Plots
ATOM provides many plotting methods to analyze the data or compare the model performances. Descriptions and examples can be found in the API section. ATOM mainly uses the plotly library for plotting. Plotly makes interactive, publication-quality graphs that are rendered using html. Some plots require other libraries like matplotlib, shap, wordcloud and schemdraw.
Plots that compare model performances (methods with the models
parameter) can be called directly from atom, e.g., atom.plot_roc()
,
or from one of the models, e.g., atom.adab.plot_roc()
. If called from
atom, use the models
parameter to specify which models to plot. If
called from a specific model, it makes the plot only for that model and
the models
parameter becomes unavailable.
Plots that analyze the data (methods without the models
parameter)
can only be called from atom, and not from the models.
Parameters
Apart from the plot-specific parameters, all plots have five parameters in common:
- The
title
parameter adds a title to the plot. The default value doesn't show any title. Provide a configuration (as dictionary) to customize its appearance, e.g.,title=dict(text="Awesome plot", color="red")

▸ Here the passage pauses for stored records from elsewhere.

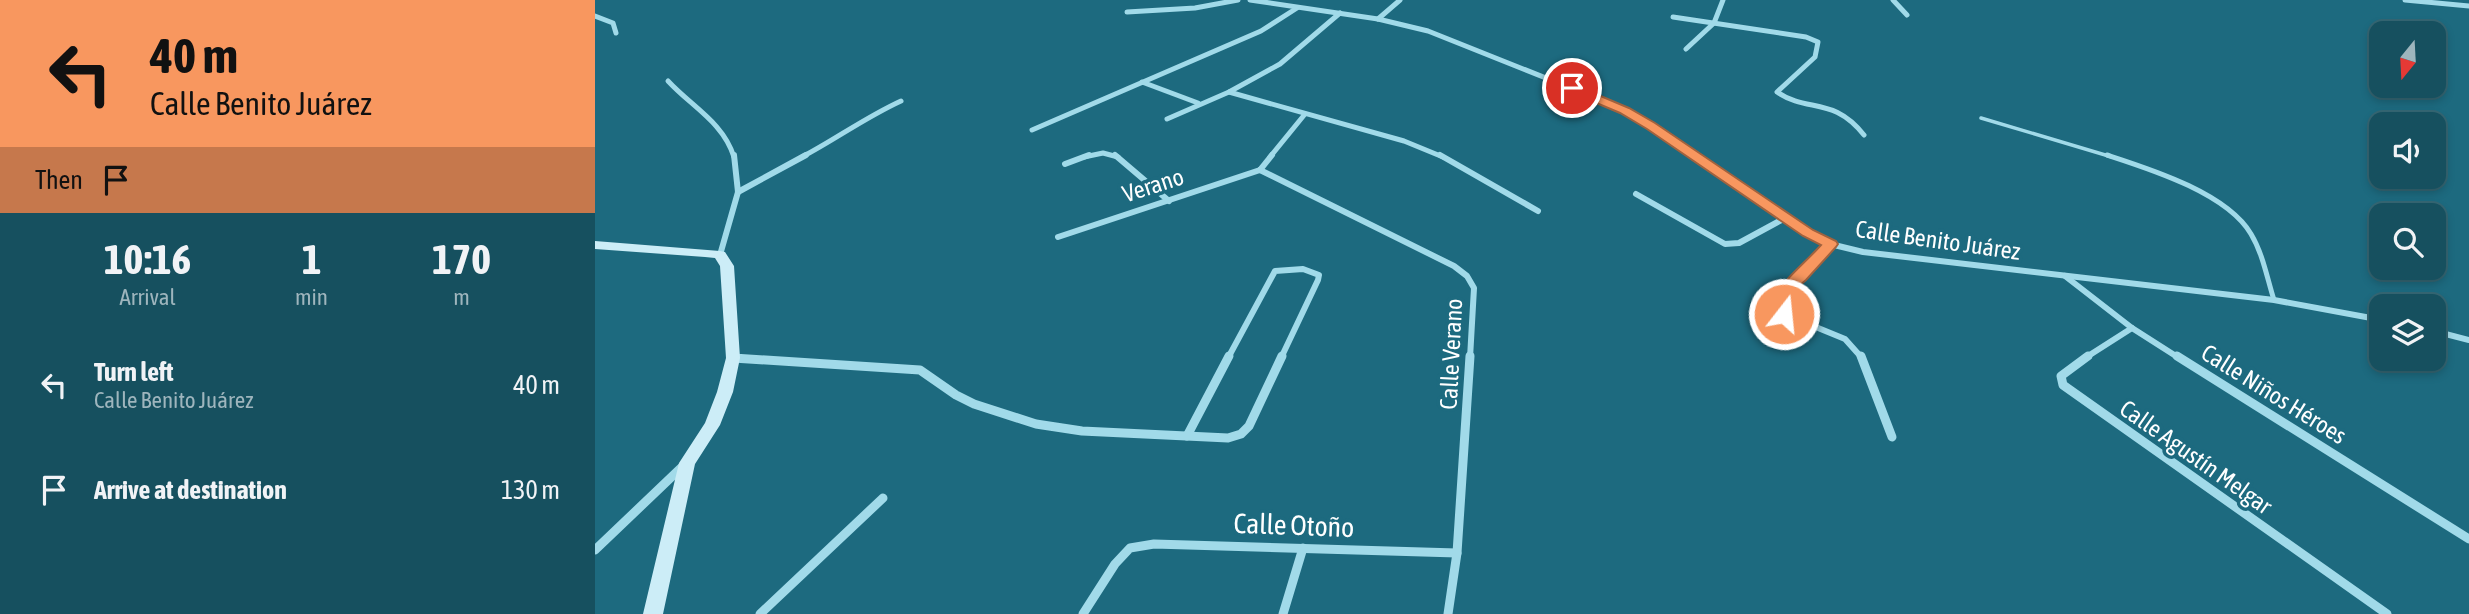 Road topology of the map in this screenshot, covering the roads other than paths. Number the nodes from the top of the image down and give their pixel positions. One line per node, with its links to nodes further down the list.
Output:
1 (1238, 0): 11 (street)
2 (1250, 0): 10 (street, Calle Benito Juárez)
3 (1400, 0): 16 (street)
4 (1723, 0): 17 (street)
5 (1893, 0): 13 (street)
6 (2405, 0): 8 (street)
7 (2468, 0): 8 (street)
8 (2460, 4): 9 (street)
9 (2469, 6)
10 (1298, 8): 12 (street, Calle Benito Juárez); 21 (street)
11 (1127, 12)
12 (1340, 13): 16 (street, Calle Benito Juárez); 22 (street)
13 (1907, 15)
14 (595, 16): 18 (street)
15 (1673, 17): 17 (street)
16 (1378, 19): 36 (street, Calle Benito Juárez)
17 (1714, 23): 19 (street); 29 (street)
18 (616, 33)
19 (1686, 49)
20 (668, 81): 32 (street)
21 (1142, 82): 24 (street); 28 (street)
22 (1229, 92): 24 (street); 25 (street)
23 (901, 101): 32 (street)
24 (1198, 103): 27 (street)
25 (1305, 114): 31 (street); 35 (street)
26 (1981, 118): 42 (lane)
27 (1167, 119)
28 (1032, 130)
29 (1864, 135)
30 (1065, 164): 34 (street)
31 (1260, 170): 34 (street, Verano); 55 (street, Calle Verano)
32 (738, 192): 40 (street)
33 (1636, 194): 36 (street)
34 (1169, 201): 37 (street, Verano)
35 (1538, 211)
36 (1785, 218): 39 (street, Calle Benito Juárez)
37 (1058, 237)
38 (595, 244): 40 (street)
39 (1830, 244): 41 (street, Calle Benito Juárez); 49 (street)
40 (720, 256): 47 (street)
41 (2064, 276): 42 (street, Calle Benito Juárez); 44 (street, Calle Niños Héroes)
42 (2274, 300): 43 (street, Calle Benito Juárez)
43 (2369, 318)
44 (2132, 328): 52 (street, Calle Niños Héroes); 61 (street, Calle Agustín Melgar)
45 (2446, 334): 46 (street)
46 (2469, 340)
47 (733, 358): 48 (street); 50 (street)
48 (1187, 436): 48 (street)
49 (1892, 437)
50 (687, 463): 54 (street); 56 (street)
51 (883, 498): 57 (street)
52 (2469, 539)
53 (1303, 548): 55 (street, Calle Otoño); 58 (street, Calle Otoño); 59 (street)
54 (595, 550)
55 (1457, 553): 60 (street, Calle Verano)
56 (653, 614)
57 (760, 614)
58 (1083, 614)
59 (1283, 614)
60 (1448, 614)
61 (2387, 614) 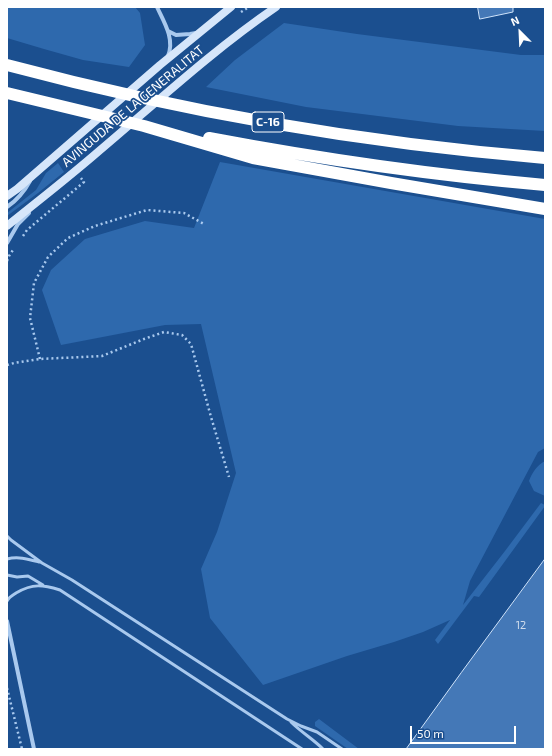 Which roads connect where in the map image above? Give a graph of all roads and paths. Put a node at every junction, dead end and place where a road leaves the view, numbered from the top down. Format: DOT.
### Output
graph roads {
  1 [pos="157,7"];
  2 [pos="231,7"];
  3 [pos="276,7"];
  4 [pos="168,31"];
  5 [pos="202,31"];
  6 [pos="167,59"];
  7 [pos="7,65"];
  8 [pos="7,92"];
  9 [pos="144,126"];
  10 [pos="541,157"];
  11 [pos="34,174"];
  12 [pos="71,174"];
  13 [pos="81,177"];
  14 [pos="545,184"];
  15 [pos="7,196"];
  16 [pos="7,207"];
  17 [pos="545,209"];
  18 [pos="204,224"];
  19 [pos="7,226"];
  20 [pos="22,237"];
  21 [pos="7,243"];
  22 [pos="13,250"];
  23 [pos="7,261"];
  24 [pos="40,359"];
  25 [pos="7,365"];
  26 [pos="229,477"];
  27 [pos="7,536"];
  28 [pos="7,559"];
  29 [pos="42,564"];
  30 [pos="7,575"];
  31 [pos="44,586"];
  32 [pos="7,601"];
  33 [pos="7,622"];
  34 [pos="7,688"];
  35 [pos="287,719"];
  36 [pos="22,749"];
  37 [pos="34,749"];
  38 [pos="302,749"];
  39 [pos="323,749"];
  40 [pos="342,749"];
  1 -- 4 [label="street"];
  2 -- 5 [label="street, AVINGUDA DE LA GENERALITAT"];
  3 -- 12 [label="street, AVINGUDA DE LA GENERALITAT"];
  4 -- 5 [label="street"];
  4 -- 6 [label="street"];
  5 -- 6 [label="street, AVINGUDA DE LA GENERALITAT"];
  6 -- 11 [label="street, AVINGUDA DE LA GENERALITAT"];
  7 -- 10 [label="highway, C-16"];
  8 -- 9 [label="highway, C-16"];
  9 -- 14 [label="highway, C-16"];
  9 -- 17 [label="highway"];
  11 -- 15 [label="street, AVINGUDA DE LA GENERALITAT"];
  11 -- 16 [label="street"];
  12 -- 19 [label="street, AVINGUDA DE LA GENERALITAT"];
  12 -- 21 [label="street"];
  13 -- 20 [label="path"];
  18 -- 24 [label="path"];
  22 -- 23 [label="path"];
  24 -- 25 [label="path"];
  24 -- 26 [label="path"];
  27 -- 29 [label="lane"];
  28 -- 29 [label="lane"];
  29 -- 35 [label="lane"];
  30 -- 31 [label="lane"];
  31 -- 32 [label="lane"];
  31 -- 38 [label="lane"];
  33 -- 37 [label="street"];
  34 -- 36 [label="path"];
  35 -- 39 [label="lane"];
  35 -- 40 [label="lane"];
}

. Read more in plotly's documentation. -
The
legend
parameter is used to show/hide, position or customize the plot's legend. Provide a configuration (as dictionary) to customize its appearance (e.g.,legend=dict(title="Title for legend", title_font_color="red")
) or choose one of the following locations:- upper left
- upper right
- lower left
- lower right
- upper center
- lower center
- center left
- center right
- center
- out: Position the legend outside the axis, on the right hand side. This
is plotly's default position. Note that this shrinks the size of the axis
to fit both legend and axes in the specified
figsize
.
-
The
figsize
parameter adjust the plot's size. - The
filename
parameter is used to save the plot. - The
display
parameter determines whether to show or return the plot.
Info
In some plotting methods, it's possible to plot separate
lines for different subsets of the rows. For example, to compare the results
on the train and test set. For these cases, either provide a sequence to the
rows
parameter for every line you want to draw, e.g., atom.plot_roc(rows=("train", "test"))
,
or provide a dictionary where the keys are the names of the sets (used in the
legend) and the values are the corresponding selection of rows, selected using
any of the aforementioned approaches, e.g, atom.plot_roc(rows={"0-99": range(100), "100-199": range(100, 200})
.
Note that for these methods, using atom.plot_roc(rows="train+test")
,
only plots one line with the data from both sets. See the
advanced plotting example.
Aesthetics
The plot's aesthetics can be customized using the plot attributes prior
to calling the plotting method, e.g., atom.title_fontsize = 30
.
The default values are:
- palette: ["rgb(0, 98, 98)", "rgb(56, 166, 165)", "rgb(115, 175, 72)", "rgb(237, 173, 8)", "rgb(225, 124, 5)", "rgb(204, 80, 62)", "rgb(148, 52, 110)", "rgb(111, 64, 112)", "rgb(102, 102, 102)"]
- title_fontsize: 24
- label_fontsize: 16
- tick_fontsize: 12
Use atom's update_layout method to further
customize the plot's layout using any of plotly's layout properties,
e.g., atom.update_layout(template="plotly_dark")
. Similarly, use
the update_traces method to customize the
traces properties, e.g.
atom.update_traces(mode="lines+markers")
.
The reset_aesthetics method allows you to reset all aesthetics to their default value. See advanced plotting for an example.
Canvas
Use the canvas method to draw multiple plots side
by side, for example to make it easier to compare similar results. The canvas
method is a @contextmanager
, i.e., it's used through Python's with
command.
Plots in a canvas ignore the legend, figsize, filename and display parameters.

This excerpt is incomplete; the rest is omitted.